Case ID: pa-super_218/html/0155-01.html
Source: Caselaw Access Project
Author: {"author": "Per Curiam, Montgomery, J.:", "license": "Public Domain", "url": "https://static.case.law/"}
Date Created: 2024-08-24T03:29:51.129683

Temple v. Department of Highways et al., Appellants.
    Argued November 13, 1970.
    Before Wright, P. J., Watkins, Montgomery, Jacobs, Hoffman, Spaulding, and Cercone, JJ.
    
      
      Raymond Kleiman, Deputy Attorney General, with, him Thomas E. Roberts, Assistant Attorney General, and Fred Speaker, Attorney General, for Commonwealth, appellant.
    
      Ewing B. Pollock, with him James B. F. Rmehart, for appellee.
    March 23, 1971:
   Opinion

Per Curiam,

Order affirmed.

Dissenting Opinion by

Montgomery, J.:

I respectfully dissent from the affirmance of the lower court in dismissing the appeal of the Pennsylvania Department of Highways and State Workmen’s Insurance Fund.

Although the record supports the finding of the Workmen’s Compensation Board that on February 23, 1965, a compensable injury occurred to appellee, David L. Temple, the Board failed to deduct from the award a credit I think was due the employer for forty-one and and one-half days of sick leave which it had paid to him;

The rule in Pennsylvania is that a claimant cannot receive both sick pay and workmen’s compensation, established in Creighton v. Continental Roll and Steel Foundry Company, 155 Pa. Superior Ct. 165, 38 A. 2d 337 (1944), 175 A.L.R. 731, 84 A.L.R. 2d 1111, which held that when the employer pays an employe who is totally disabled, not as wages or salary for work performed, but as relief to the employe for his incapacity, the employer discharges his liability for the weeks in which the payments equal or exceed the compensation payable. This rule should be applied in the present case.’

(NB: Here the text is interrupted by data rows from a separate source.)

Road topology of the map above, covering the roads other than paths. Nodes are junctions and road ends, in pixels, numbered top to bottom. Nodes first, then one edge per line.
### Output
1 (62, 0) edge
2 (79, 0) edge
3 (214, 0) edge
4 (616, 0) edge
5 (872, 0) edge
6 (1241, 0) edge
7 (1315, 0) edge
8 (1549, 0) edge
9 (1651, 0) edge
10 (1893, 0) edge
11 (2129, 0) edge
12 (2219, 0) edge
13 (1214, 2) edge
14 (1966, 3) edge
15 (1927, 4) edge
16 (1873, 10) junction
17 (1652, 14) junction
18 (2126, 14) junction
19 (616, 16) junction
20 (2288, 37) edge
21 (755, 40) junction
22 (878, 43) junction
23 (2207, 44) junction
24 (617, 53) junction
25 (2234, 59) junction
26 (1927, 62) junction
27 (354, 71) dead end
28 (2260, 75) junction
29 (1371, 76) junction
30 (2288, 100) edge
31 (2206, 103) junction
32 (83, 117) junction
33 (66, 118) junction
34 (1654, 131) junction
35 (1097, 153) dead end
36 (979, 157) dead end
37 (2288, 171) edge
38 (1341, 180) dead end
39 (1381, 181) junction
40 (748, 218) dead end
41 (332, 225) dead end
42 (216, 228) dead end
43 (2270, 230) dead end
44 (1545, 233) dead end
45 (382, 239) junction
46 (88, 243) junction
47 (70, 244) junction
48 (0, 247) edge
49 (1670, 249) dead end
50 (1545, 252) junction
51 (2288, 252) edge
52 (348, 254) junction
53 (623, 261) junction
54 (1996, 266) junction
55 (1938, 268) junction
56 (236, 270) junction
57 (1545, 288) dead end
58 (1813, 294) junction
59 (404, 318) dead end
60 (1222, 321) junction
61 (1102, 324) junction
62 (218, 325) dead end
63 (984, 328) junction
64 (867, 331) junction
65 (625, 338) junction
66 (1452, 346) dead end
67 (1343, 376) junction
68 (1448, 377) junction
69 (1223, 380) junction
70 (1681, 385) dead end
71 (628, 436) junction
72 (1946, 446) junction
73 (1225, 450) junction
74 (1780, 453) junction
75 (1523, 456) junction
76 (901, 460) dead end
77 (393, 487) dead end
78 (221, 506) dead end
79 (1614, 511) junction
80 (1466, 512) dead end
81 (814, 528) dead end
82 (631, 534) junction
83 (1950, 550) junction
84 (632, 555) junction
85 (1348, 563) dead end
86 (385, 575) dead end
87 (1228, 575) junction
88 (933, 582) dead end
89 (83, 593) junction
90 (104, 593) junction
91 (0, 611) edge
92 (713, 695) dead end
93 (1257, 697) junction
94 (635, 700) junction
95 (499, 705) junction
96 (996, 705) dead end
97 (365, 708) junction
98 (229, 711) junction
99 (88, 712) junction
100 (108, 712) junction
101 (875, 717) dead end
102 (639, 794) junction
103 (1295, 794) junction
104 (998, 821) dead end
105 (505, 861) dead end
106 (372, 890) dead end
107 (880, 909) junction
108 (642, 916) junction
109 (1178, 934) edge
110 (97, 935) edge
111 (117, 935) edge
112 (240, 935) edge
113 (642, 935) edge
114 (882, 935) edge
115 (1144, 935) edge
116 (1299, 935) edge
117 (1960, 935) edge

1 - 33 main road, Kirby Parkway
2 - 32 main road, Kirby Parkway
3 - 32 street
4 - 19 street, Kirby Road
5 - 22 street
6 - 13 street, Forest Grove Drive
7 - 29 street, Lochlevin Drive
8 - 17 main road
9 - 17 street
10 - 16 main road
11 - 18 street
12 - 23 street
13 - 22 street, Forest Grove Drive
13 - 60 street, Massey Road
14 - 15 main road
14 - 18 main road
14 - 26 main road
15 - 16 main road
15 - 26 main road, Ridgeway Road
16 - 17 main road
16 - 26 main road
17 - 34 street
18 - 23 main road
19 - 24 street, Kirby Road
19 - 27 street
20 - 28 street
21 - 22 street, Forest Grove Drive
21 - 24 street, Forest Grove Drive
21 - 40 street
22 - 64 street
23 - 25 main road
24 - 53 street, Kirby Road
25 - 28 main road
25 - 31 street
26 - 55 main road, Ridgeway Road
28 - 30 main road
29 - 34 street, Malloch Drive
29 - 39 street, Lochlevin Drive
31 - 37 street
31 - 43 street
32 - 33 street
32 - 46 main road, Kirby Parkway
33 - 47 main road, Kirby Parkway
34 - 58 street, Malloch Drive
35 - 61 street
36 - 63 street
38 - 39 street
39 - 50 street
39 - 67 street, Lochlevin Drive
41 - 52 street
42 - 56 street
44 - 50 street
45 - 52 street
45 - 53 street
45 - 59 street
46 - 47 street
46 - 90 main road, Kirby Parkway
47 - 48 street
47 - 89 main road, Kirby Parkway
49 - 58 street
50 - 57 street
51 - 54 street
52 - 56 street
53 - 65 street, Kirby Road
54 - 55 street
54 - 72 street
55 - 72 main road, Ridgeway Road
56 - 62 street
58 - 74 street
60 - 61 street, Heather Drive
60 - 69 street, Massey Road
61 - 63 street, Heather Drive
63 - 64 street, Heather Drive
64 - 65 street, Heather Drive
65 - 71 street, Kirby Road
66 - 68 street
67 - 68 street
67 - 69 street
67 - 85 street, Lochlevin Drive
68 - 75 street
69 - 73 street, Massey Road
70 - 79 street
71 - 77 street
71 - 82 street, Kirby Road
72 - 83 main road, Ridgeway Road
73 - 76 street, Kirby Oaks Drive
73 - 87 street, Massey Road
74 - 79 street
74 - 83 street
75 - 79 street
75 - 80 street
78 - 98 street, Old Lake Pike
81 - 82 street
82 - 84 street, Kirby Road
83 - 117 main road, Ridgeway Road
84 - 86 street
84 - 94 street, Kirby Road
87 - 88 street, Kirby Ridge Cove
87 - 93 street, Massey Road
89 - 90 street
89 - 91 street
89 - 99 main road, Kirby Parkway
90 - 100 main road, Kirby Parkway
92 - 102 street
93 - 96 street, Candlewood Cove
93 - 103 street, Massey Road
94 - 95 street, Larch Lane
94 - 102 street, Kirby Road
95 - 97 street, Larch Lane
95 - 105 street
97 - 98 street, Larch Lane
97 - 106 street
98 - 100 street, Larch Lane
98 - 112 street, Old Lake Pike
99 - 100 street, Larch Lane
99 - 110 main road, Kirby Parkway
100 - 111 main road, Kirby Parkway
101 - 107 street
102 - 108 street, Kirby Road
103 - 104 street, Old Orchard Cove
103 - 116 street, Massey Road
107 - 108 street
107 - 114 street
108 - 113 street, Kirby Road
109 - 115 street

The regulation of the Board, on which the Creighton case was decided, should be given full recognition and followed. It reads, “Sick Leave. A disabled employe may not receive sick leave and workmen’s compensation benefits at the same time.” Executive Board Personnel Rules, Part II, §1309.2.

I would therefore allow the proper credit for the aforesaid payments on the award of compensation and, as reduced by the credit, affirm it.

Hoffman and Cercone, JJ., join in this dissenting opinion.